■ Directions for this task ■
Leave out the images and set down the records below exactly.

Information supplied Block Start

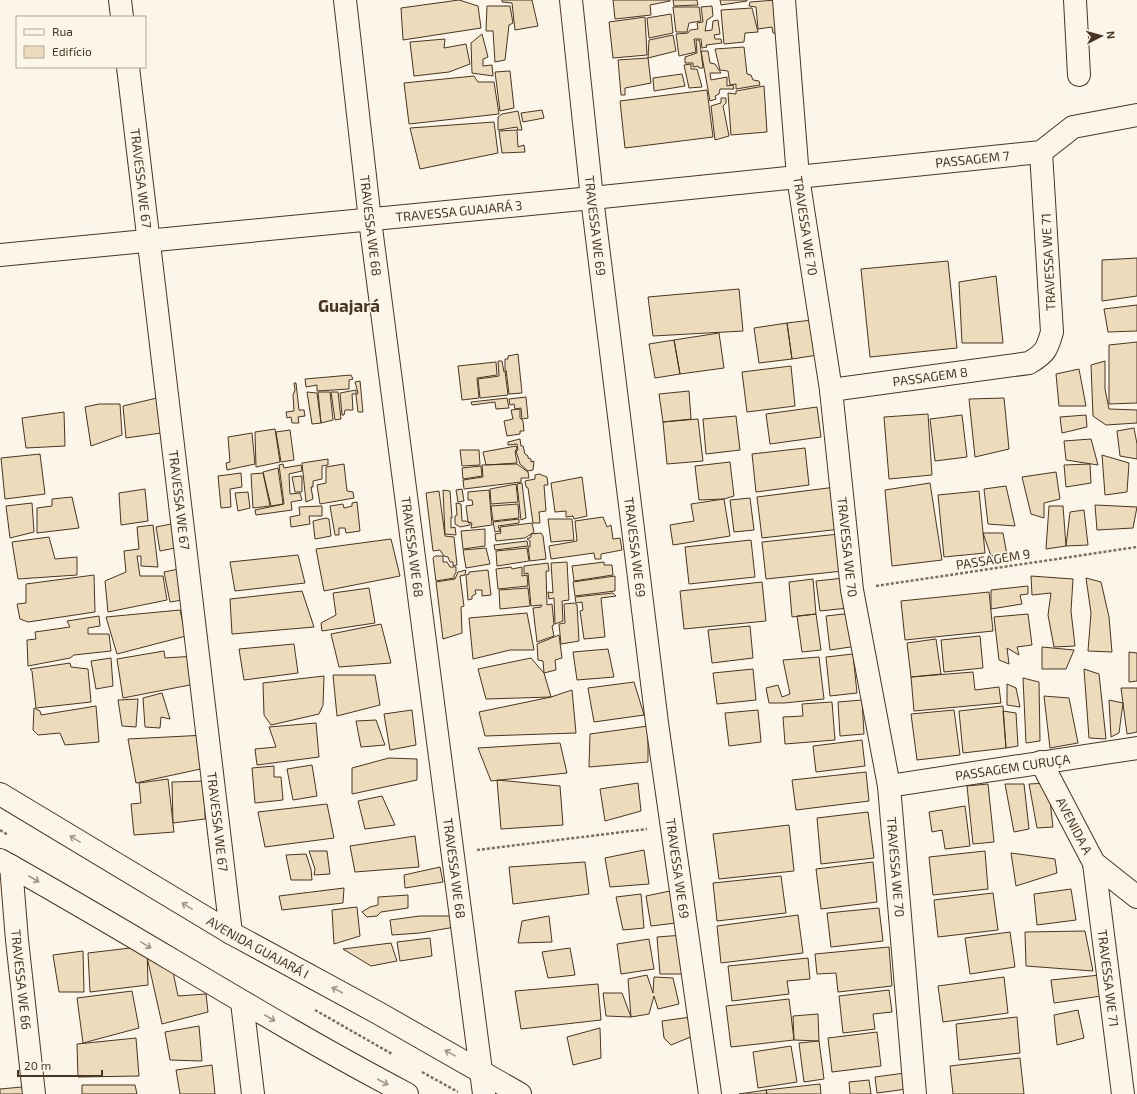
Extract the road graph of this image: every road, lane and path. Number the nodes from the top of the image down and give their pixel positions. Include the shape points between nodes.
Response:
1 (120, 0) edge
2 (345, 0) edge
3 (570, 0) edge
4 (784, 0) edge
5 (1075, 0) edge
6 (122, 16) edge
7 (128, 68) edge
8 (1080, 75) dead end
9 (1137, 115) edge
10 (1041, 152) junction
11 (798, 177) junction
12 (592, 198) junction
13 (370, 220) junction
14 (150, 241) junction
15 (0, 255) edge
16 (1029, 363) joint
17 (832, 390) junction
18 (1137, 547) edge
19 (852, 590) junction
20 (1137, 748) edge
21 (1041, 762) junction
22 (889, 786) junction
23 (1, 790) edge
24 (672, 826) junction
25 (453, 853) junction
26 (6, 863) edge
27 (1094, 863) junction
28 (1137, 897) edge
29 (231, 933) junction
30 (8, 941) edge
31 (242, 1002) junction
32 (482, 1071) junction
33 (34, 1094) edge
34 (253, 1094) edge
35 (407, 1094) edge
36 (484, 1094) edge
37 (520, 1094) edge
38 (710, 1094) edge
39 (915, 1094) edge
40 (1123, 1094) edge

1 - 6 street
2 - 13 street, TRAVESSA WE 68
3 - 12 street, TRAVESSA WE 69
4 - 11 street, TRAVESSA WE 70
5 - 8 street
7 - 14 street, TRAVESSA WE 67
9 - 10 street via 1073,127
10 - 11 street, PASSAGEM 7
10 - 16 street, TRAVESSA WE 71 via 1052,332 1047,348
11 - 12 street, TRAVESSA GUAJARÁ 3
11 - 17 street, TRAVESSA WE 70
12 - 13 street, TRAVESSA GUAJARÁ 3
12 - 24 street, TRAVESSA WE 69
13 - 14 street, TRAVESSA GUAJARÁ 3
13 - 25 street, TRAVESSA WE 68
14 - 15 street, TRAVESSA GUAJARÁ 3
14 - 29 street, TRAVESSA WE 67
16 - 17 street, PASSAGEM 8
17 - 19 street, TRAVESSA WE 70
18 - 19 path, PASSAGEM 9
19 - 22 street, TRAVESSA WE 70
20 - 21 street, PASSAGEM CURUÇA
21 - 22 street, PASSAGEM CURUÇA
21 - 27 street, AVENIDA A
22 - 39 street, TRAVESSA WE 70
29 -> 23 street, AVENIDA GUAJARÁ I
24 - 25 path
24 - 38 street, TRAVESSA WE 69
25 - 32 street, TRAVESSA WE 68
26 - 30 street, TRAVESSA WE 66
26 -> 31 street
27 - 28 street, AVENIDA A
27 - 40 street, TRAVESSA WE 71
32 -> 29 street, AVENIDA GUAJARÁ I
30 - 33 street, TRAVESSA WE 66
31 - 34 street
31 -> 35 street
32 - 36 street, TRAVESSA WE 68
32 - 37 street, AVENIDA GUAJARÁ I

Information supplied Block End

■ Response area ■
Extract the road graph of this image: every road, lane and path. Number the nodes from the top of the image down and give their pixel positions. Include the shape points between nodes.
Response:
1 (120, 0) edge
2 (345, 0) edge
3 (570, 0) edge
4 (784, 0) edge
5 (1075, 0) edge
6 (122, 16) edge
7 (128, 68) edge
8 (1080, 75) dead end
9 (1137, 115) edge
10 (1041, 152) junction
11 (798, 177) junction
12 (592, 198) junction
13 (370, 220) junction
14 (150, 241) junction
15 (0, 255) edge
16 (1029, 363) joint
17 (832, 390) junction
18 (1137, 547) edge
19 (852, 590) junction
20 (1137, 748) edge
21 (1041, 762) junction
22 (889, 786) junction
23 (1, 790) edge
24 (672, 826) junction
25 (453, 853) junction
26 (6, 863) edge
27 (1094, 863) junction
28 (1137, 897) edge
29 (231, 933) junction
30 (8, 941) edge
31 (242, 1002) junction
32 (482, 1071) junction
33 (34, 1094) edge
34 (253, 1094) edge
35 (407, 1094) edge
36 (484, 1094) edge
37 (520, 1094) edge
38 (710, 1094) edge
39 (915, 1094) edge
40 (1123, 1094) edge

1 - 6 street
2 - 13 street, TRAVESSA WE 68
3 - 12 street, TRAVESSA WE 69
4 - 11 street, TRAVESSA WE 70
5 - 8 street
7 - 14 street, TRAVESSA WE 67
9 - 10 street via 1073,127
10 - 11 street, PASSAGEM 7
10 - 16 street, TRAVESSA WE 71 via 1052,332 1047,348
11 - 12 street, TRAVESSA GUAJARÁ 3
11 - 17 street, TRAVESSA WE 70
12 - 13 street, TRAVESSA GUAJARÁ 3
12 - 24 street, TRAVESSA WE 69
13 - 14 street, TRAVESSA GUAJARÁ 3
13 - 25 street, TRAVESSA WE 68
14 - 15 street, TRAVESSA GUAJARÁ 3
14 - 29 street, TRAVESSA WE 67
16 - 17 street, PASSAGEM 8
17 - 19 street, TRAVESSA WE 70
18 - 19 path, PASSAGEM 9
19 - 22 street, TRAVESSA WE 70
20 - 21 street, PASSAGEM CURUÇA
21 - 22 street, PASSAGEM CURUÇA
21 - 27 street, AVENIDA A
22 - 39 street, TRAVESSA WE 70
29 -> 23 street, AVENIDA GUAJARÁ I
24 - 25 path
24 - 38 street, TRAVESSA WE 69
25 - 32 street, TRAVESSA WE 68
26 - 30 street, TRAVESSA WE 66
26 -> 31 street
27 - 28 street, AVENIDA A
27 - 40 street, TRAVESSA WE 71
32 -> 29 street, AVENIDA GUAJARÁ I
30 - 33 street, TRAVESSA WE 66
31 - 34 street
31 -> 35 street
32 - 36 street, TRAVESSA WE 68
32 - 37 street, AVENIDA GUAJARÁ I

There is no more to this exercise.